College is no longer a restricted four year period during which career goals are made, soul mates are met and lifelong aspirations are crossed off the bucket list, prior to ascending into full-blown adulthood.

In more and more cases, college has become an extended (yet finite) period in a person’s life, worthy of its own classification.

A recent New York Times Magazine article explained this very phenomenon, describing how in this day and age a new sector of the population is separating itself: it’s located somewhere between adolescence and adulthood, right in that twenty-something realm.

This new categorization has affected numerous existing social institutions. For instance, the Internal Revenue Service now classifies full-time students as dependents on their parents’ insurance until age 24, and those without insurance may stay on their parents’ plans until age 26, even if they are not students.

With the down economy many college graduates are forced to return to their pre-college roles of dependent children to their parents, at least until job prospects start looking up. These grads are adults in terms of education and experience, but inability to obtain a job hinders any further progression.

As a result, college seniors are equally confounded by their predicament as the fresh-faced 18-year-olds. And changing government policies are feeding that naivety.

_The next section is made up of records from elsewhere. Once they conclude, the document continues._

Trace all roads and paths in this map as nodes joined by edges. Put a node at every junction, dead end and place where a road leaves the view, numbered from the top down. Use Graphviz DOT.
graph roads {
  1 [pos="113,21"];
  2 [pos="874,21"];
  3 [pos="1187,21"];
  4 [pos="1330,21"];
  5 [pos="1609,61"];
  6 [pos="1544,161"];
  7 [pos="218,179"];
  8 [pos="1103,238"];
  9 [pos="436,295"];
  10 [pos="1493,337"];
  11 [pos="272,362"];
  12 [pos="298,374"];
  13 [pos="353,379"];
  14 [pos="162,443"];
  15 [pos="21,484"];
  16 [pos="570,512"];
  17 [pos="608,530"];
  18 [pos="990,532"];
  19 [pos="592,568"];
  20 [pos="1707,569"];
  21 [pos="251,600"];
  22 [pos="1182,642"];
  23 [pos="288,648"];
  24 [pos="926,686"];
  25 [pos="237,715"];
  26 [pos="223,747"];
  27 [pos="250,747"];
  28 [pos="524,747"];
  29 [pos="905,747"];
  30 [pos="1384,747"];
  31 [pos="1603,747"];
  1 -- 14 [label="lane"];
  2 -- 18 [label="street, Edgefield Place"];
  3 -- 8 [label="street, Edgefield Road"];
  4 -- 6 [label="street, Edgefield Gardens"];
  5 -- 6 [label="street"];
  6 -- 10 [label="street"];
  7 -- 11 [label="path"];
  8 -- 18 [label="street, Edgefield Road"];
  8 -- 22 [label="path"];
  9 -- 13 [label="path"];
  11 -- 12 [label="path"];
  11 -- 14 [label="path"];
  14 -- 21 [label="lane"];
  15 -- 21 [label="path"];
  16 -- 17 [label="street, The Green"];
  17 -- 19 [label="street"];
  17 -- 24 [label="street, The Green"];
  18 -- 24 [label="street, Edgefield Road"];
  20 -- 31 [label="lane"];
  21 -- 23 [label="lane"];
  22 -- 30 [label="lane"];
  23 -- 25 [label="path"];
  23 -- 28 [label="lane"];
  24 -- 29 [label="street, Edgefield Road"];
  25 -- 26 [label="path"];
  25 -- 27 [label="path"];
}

Reflecting on my time at UK, I have become an element of its culture. I have embraced the college student lifestyle and I am seasoned by my experiences, but would hardly label myself an adult because of it.

But higher education is not the reason that students transition into higher levels of maturity; rather, it is an intermediate step between adolescence and adulthood warranting its own recognition that enables the straddling life stages to flow into one another.

Post-undergraduate life promises to be experientially different from that prior to college entry because higher education equips students with an advanced skill set. But it’s not until the day that the job offer is accepted and the nine-to-five grind begins that the adult persona seems to take over.

Watch out, freshmen. It’ll sneak up on you faster than you think.